Birkbeck would be ideal, as it's an 'evening university' so I could work full time and incur minimal debt but, compared to misty, twilight evenings crossing the Ha'penny bridge, it all seems a little... sensible. Goldmsiths could work too, and although I was impressed by their post-grad opening evening, I've had some doubts which have lingered with me and made me question the whole M.A. enterprise...

The main problem, regardless of which uni I'd end up in, is that I don't think I'm ready. I'm not being negative here, just realistic. I think it's entirely possible that I could end up doing an M.A. and being a writer one day. ONE DAY. At the moment, my writing is still clumsy and I get frustrated that sometimes I just can't make it do what I want. I need the writer's equivalent of training wheels, or armbands (or that little sprung thing you put on the top of your chopsticks). I can't keep my balance, or be thrown into the deep end, or write without making a mess. YET.

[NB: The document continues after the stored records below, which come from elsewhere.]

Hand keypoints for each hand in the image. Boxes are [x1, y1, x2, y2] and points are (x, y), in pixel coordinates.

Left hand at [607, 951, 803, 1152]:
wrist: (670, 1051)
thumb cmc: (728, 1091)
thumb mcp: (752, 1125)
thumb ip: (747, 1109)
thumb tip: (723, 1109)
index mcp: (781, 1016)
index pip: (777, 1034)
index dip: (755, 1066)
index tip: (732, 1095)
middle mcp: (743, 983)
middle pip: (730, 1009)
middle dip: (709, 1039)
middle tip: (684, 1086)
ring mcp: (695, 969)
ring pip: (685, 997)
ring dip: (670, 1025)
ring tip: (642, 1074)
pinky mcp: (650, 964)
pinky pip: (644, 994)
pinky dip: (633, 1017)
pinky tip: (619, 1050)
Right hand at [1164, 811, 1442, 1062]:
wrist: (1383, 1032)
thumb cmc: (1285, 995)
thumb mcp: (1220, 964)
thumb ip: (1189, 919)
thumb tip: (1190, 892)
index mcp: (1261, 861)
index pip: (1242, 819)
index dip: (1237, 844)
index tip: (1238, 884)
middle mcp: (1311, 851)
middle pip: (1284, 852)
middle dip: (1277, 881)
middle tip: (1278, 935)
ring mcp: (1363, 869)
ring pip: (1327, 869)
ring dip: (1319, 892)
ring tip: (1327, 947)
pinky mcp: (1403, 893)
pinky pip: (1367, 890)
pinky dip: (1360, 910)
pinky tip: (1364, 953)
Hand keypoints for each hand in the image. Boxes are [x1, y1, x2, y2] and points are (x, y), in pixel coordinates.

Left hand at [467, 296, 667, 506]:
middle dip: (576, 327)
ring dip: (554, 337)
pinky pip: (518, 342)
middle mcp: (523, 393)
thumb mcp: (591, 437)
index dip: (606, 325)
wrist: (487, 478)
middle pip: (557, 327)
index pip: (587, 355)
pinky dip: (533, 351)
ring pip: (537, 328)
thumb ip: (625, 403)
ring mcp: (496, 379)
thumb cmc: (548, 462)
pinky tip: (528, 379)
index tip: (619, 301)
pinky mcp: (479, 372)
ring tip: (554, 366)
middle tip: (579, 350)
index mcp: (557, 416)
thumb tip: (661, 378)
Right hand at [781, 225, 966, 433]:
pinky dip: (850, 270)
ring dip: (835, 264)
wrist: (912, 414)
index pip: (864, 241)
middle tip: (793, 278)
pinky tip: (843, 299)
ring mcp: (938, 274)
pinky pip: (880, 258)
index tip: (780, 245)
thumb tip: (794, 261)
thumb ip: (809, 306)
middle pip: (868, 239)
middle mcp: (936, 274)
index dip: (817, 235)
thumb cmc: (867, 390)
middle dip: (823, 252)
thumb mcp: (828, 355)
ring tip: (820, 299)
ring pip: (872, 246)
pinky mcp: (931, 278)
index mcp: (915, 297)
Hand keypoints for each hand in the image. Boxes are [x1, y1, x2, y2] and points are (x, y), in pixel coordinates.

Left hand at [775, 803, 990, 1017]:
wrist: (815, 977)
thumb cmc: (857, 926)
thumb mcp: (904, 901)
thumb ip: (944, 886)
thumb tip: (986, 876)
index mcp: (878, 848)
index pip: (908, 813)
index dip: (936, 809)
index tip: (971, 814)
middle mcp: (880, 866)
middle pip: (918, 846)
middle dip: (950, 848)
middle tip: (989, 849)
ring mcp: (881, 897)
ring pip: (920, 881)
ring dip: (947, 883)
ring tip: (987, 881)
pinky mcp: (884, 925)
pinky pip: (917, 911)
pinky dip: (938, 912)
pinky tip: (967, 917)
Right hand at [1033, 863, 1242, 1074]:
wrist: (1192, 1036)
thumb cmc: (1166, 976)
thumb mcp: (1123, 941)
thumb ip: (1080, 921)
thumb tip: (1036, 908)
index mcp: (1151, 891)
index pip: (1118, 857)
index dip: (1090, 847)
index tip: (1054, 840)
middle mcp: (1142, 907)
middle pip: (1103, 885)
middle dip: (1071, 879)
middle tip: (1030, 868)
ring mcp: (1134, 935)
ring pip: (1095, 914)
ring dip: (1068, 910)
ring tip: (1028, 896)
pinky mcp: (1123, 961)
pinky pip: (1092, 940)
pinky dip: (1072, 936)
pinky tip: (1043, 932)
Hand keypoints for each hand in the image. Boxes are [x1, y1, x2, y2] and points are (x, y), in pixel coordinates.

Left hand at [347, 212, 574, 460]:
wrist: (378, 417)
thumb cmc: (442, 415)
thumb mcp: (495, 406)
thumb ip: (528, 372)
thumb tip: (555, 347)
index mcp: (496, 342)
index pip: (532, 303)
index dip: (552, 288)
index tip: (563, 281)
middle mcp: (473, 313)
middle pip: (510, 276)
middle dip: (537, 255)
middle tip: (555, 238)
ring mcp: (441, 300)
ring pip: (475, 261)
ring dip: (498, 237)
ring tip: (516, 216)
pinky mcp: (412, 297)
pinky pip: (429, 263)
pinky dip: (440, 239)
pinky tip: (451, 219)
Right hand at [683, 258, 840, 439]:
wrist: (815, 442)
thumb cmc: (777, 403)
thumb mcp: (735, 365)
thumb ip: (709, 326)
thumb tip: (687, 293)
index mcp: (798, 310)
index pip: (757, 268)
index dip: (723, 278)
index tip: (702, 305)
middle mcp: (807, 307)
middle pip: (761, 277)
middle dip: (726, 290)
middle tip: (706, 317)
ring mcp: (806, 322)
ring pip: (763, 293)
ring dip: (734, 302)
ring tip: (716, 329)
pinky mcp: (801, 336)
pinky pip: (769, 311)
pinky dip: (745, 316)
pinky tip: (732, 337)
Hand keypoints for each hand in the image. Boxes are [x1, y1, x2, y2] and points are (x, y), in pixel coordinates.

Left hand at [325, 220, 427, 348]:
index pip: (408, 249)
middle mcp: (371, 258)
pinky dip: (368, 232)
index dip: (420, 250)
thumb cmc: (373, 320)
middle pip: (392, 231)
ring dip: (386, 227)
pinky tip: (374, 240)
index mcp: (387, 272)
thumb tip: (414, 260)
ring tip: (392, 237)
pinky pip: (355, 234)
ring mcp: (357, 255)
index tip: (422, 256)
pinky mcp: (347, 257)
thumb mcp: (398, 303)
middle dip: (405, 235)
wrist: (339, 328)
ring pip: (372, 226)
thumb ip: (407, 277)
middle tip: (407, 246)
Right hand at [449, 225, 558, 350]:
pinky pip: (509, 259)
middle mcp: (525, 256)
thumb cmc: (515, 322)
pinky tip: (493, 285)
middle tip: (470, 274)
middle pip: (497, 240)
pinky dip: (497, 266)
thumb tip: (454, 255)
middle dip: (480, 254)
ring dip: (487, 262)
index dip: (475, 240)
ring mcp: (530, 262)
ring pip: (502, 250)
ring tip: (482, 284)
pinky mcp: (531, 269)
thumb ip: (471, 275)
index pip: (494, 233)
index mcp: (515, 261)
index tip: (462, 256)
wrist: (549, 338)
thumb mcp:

So I think it's extremely likely I won't get into Trinity and possible that I won't get into anywhere. But I'll still be doing the applications because it can't hurt, and it will be good practise for when I reapply. I can do writing courses and up my game, read much more and improve my style and even if I don't end up in Dublin to study, there's nothing to stop me moving there eventually. The Trinity app is not an all-important, life-defining behemoth to be terrified of, but just one option and that will make it less agonising to do!

And whatever happens, I've had great help from friends this week. Caz has lent me her netbook, so I don't get a permanent right-hand cramp from all the frenzied crossing out that usually accompanies redrafting. And Corrine and Maev- both writers themselves- have reminded me that everyone who writes finds themselves staring at the screen at 3am sobbing and asking why on earth they put themselves through this horrific torture. Why DO we do it, again...?!